On the supply side, the decline in current upstream spending, estimated at more than 20% in 2015, results in the combined production from non-members of the Organization of Petroleum Exporting Countries peaking before 2020 at just above 55 million b/d, IEA forecasts.
Output growth among OPEC countries is led by Iraq and Iran, but both countries face major challenges, namely the risk of instability in Iraq, alongside weaknesses in infrastructure and institutions; and the need in Iran (assuming the path to sanctions relief is followed successfully) to secure the technology and large-scale investment required.
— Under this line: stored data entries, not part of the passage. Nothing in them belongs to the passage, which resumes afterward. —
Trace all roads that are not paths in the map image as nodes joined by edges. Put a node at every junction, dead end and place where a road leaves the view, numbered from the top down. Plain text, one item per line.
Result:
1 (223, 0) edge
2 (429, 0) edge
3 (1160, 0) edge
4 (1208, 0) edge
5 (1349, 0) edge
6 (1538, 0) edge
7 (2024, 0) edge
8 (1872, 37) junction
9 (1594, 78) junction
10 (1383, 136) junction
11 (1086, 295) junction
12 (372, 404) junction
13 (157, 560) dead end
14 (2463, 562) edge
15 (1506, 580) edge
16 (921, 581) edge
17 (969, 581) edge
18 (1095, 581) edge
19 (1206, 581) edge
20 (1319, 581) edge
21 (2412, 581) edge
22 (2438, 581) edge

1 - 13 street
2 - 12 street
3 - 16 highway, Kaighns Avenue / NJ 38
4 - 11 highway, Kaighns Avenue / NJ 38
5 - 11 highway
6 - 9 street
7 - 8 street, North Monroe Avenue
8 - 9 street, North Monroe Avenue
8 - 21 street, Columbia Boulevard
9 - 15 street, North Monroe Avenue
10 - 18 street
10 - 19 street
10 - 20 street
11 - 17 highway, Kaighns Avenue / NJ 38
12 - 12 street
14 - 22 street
“An annual $630 billion in worldwide upstream oil and gas investment—the total amount the industry spent on average each year for the past 5 years—is required just to compensate for declining production at existing fields and to keep future output flat at today’s levels,” IEA said. “The current overhang in supply should give no cause for complacency about oil market security,” the agency said.
IEA also expects that rising costs will ultimately constrain US tight oil’s rise, as operators deplete the “sweet spots” and move to less-productive acreage. US tight oil output will reach a plateau in the early 2020s, just above 5 million b/d, before starting a gradual decline.
In its outlook, IEA also examines a low oil price scenario where the oil price remains close to $50/bbl until the end of this decade, based on assumptions of lower near-term growth in the global economy, a more stable Middle East, and a lasting switch in OPEC production strategy in favor of securing a higher share of the oil market, and more resilient non-OPEC supply, notably from US tight oil.
“The durability of this scenario depends on the ability and willingness of the large low-cost resource-holders to produce at much higher levels than in our central scenario,” IEA said. In the low oil price scenario, the Middle East’s share in the oil market ends up higher than at any time in the last 40 years.
However, the agency believes that “the likelihood of the oil market evolving in this way over the long term is undercut by the effect on producer revenues: OPEC oil export revenue falls by a quarter relative to our central scenario, despite the higher output.”